It may not have been a divorce, but one side would have loved a separation.


edit on 18-4-2013 by windsorblue because: Canot spell after a 10 hour shift



posted on Apr, 18 2013 @ 01:40 PM
link   
reply to post by windsorblue
 




I hear you...


But in life

# Nearly, # Maybe, # Possibly, # Perhaps, # Should have, #Could have, # Would have

Don't quite cut it !!



posted on Apr, 18 2013 @ 02:14 PM
link   
Further evidence that Thatcher did not want to retain sovereignty of the Islands was reviled in released government documents in which she was prepared to do a deal with Argentina after the invasion of the Falklands over the status of the islands, including the question of sovereignty, as she came under intense pressure from the US to avoid a military response, government papers released reveal
UK government declarations and rhetoric at the time gave the impression that nothing short of the withdrawal of all Argentinian forces, the reaffirmation of British sovereignty and a return to the position as it was before the invasion would be acceptable. But the papers show Thatcher and her senior ministers were privately adopting a more flexible approach, including allowing a continuing Argentinian presence on the islands.
Less than two weeks after the Argentinian invasion on 2 April 1982, Thatcher described a "diplomatic solution" as being "a considerable prize". She was responding specifically to a plan whereby in return for withdrawing its troops Argentina would be represented on an interim commission and on Falkland Islands councils.
Francis Pym, the foreign secretary, is recorded as saying: "It would be a remarkable achievement if this could be brought about, at a time when Britain's military position was still weak."
Asked in private evidence to the subsequent Franks committee of inquiry about her reaction to the invasion, Thatcher said: "I just say it was the worst, I think, moment of my life," the papers reveal. Asked if she was prepared to cede sovereignty over the islands if the islanders agreed, she replied: "Yes".
The disclosure that Thatcher was contemplating a peaceful solution to the Falklands dispute, even after the British taskforce had set sail, is contained in confidential annexes to cabinet minutes released under the so-called 30-year rule.
Sir John Nott, then defence secretary, said on Thursday he had not been against a negotiated settlement if the Argentinian troops left the islands. "I was always prepared to negotiate. It turned out it was not ever possible, but that's a judgment with hindsight,"
Nott added that Pym was desperate for a negotiated settlement, which had irritated Thatcher. There were plenty of opportunities for a diplomatic settlement but the Argentinian junta was "more intransigent than the prime minister", Nott recalled.
In one paper, stamped Top Secret, Thatcher is recorded as saying that under the plan being discussed by the US and at the UN, "the withdrawal of Argentine forces would have been secured without military action. Argentina would gain representation on the interim commission and on the local councils; and a commitment to negotiations to decide the definitive status of the islands by the end of the year, although without any commitment to a transfer of sovereignty." She added: "Repugnant as it was that the aggressor should gain anything from his aggression, this seemed an acceptable price to pay.
"But it would be crucial to insure against a second invasion and the best way of achieving this appeared to be to involve the United States government in the enforcement of the interim agreement and in the security of the Islands thereafter."
On 19 May, two days before British forces landed on the islands, Thatcher told the war cabinet that in a "sincere attempt to reach agreement to avoid bloodshed", Britain had not insisted on what should be its "full and just demands". Any interim deal, however, must ensure there would be "no prejudgment of the longer-term future".
The war cabinet noted: "In practical terms, administration mattered more than sovereignty." If only this would have worked, how many lives would have been saved?....but like you said dreams and wishes don’t cut it the real world.

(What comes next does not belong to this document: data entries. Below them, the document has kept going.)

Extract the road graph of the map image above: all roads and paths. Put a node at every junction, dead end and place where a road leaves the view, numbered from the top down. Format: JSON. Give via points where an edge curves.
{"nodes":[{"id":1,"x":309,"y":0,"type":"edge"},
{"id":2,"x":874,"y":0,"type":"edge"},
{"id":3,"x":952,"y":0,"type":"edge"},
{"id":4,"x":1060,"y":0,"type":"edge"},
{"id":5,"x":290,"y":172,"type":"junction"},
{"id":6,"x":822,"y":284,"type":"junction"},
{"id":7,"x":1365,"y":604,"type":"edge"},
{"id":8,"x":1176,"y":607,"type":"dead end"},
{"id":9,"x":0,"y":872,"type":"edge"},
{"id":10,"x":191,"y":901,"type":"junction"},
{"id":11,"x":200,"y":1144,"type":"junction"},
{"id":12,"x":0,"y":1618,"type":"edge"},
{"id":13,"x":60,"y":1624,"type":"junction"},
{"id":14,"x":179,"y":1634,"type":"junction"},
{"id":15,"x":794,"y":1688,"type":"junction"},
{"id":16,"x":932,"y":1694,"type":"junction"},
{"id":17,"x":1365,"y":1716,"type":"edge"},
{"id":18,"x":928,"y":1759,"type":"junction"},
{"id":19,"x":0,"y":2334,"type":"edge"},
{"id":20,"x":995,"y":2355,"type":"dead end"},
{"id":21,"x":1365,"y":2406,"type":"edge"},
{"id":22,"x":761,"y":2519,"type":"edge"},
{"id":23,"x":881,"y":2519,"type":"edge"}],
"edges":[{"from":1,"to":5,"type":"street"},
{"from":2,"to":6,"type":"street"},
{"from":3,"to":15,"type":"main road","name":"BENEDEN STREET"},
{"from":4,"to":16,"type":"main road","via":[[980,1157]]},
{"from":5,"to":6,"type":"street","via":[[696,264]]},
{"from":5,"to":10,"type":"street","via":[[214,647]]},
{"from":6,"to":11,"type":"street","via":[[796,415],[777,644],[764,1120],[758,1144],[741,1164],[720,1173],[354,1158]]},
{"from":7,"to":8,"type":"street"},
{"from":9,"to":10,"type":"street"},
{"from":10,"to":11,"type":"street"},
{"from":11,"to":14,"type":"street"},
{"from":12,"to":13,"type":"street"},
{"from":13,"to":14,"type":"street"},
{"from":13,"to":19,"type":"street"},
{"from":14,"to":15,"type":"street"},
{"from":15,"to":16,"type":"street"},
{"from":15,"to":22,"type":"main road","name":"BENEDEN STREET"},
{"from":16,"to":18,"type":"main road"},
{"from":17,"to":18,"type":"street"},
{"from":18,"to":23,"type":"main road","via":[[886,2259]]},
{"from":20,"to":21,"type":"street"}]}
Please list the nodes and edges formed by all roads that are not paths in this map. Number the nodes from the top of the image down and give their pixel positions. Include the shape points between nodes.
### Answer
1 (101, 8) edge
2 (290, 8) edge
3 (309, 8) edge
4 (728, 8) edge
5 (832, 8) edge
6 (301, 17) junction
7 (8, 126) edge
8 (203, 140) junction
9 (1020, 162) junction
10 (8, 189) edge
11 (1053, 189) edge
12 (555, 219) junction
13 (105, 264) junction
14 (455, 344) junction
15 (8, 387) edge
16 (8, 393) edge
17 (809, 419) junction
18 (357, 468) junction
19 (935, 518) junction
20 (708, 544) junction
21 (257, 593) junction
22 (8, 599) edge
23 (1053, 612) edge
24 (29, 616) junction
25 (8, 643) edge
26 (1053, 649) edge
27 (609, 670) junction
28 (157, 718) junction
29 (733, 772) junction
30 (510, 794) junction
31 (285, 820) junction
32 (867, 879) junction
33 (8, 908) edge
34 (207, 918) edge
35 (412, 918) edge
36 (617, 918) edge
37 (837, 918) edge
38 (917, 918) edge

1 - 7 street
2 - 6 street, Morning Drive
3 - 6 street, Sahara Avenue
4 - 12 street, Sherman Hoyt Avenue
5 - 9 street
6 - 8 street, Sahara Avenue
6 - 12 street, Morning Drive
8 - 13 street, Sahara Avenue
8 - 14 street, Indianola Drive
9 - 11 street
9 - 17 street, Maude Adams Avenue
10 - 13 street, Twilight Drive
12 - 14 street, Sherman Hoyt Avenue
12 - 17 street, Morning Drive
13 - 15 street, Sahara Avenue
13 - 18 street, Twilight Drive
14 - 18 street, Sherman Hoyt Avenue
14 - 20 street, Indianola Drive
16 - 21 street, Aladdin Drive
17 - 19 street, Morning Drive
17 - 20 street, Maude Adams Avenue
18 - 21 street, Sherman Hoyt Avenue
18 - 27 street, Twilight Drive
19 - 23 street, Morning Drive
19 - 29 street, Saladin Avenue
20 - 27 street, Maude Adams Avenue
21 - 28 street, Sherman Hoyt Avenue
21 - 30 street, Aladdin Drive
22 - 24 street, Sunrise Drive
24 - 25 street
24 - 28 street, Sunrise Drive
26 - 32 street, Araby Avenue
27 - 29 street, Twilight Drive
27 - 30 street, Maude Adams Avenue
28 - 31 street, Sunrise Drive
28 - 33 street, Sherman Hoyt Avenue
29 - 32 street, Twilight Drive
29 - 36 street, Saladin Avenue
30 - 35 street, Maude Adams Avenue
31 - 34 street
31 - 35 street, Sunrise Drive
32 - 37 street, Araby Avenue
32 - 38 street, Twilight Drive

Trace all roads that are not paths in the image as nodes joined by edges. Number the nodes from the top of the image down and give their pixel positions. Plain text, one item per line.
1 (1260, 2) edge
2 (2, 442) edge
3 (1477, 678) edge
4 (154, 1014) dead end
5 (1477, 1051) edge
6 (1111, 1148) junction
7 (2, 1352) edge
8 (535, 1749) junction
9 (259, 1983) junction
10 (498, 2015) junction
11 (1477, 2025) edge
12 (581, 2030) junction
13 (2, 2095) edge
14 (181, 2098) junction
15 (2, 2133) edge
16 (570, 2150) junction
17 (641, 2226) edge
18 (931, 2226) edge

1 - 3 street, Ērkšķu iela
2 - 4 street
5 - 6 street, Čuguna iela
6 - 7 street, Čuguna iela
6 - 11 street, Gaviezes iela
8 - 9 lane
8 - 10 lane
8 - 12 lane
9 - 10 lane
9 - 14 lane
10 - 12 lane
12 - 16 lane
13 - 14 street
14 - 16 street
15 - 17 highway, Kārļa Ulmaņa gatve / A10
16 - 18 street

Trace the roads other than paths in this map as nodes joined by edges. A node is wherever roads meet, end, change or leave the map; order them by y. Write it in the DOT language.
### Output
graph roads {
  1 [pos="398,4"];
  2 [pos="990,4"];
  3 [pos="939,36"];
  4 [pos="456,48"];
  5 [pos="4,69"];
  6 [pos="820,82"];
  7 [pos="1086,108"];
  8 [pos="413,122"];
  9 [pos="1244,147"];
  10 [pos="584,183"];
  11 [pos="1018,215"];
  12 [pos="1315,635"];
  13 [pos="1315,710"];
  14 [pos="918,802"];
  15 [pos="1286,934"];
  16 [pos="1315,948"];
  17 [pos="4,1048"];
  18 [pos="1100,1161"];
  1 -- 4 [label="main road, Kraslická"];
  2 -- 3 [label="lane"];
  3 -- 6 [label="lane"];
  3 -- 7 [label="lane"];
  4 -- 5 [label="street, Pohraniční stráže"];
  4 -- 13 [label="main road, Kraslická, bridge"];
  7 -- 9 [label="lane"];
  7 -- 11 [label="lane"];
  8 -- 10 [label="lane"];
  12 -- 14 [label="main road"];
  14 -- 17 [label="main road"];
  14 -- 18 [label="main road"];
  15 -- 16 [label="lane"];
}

posted on Apr, 18 2013 @ 09:56 PM
link   
reply to post by windsorblue
 


Hi windsorblue i must say i'm enjoying reading the posts yourself and eletheia are firing back and forward it takes me for ever reading them i end up having to read them twice and i'm learning a lot from the both of you. Your both very smart cookies, christina was as well but she's a busy woman and i suppose she can't be in two places at once


I was wanting to ask you something but i might have picked it up wrong when i was reading your post but did you come from the Falkland Islands or is it just a big interest you have i no you don't live there now of course but when you where younger?



posted on Apr, 19 2013 @ 12:12 AM
link   
No I'm not from the Falklands, but I did live and work there for six months. There is still minefields and war relics all over the Islands, I wouldnt want to go back there, far to bleak and cold for my liking.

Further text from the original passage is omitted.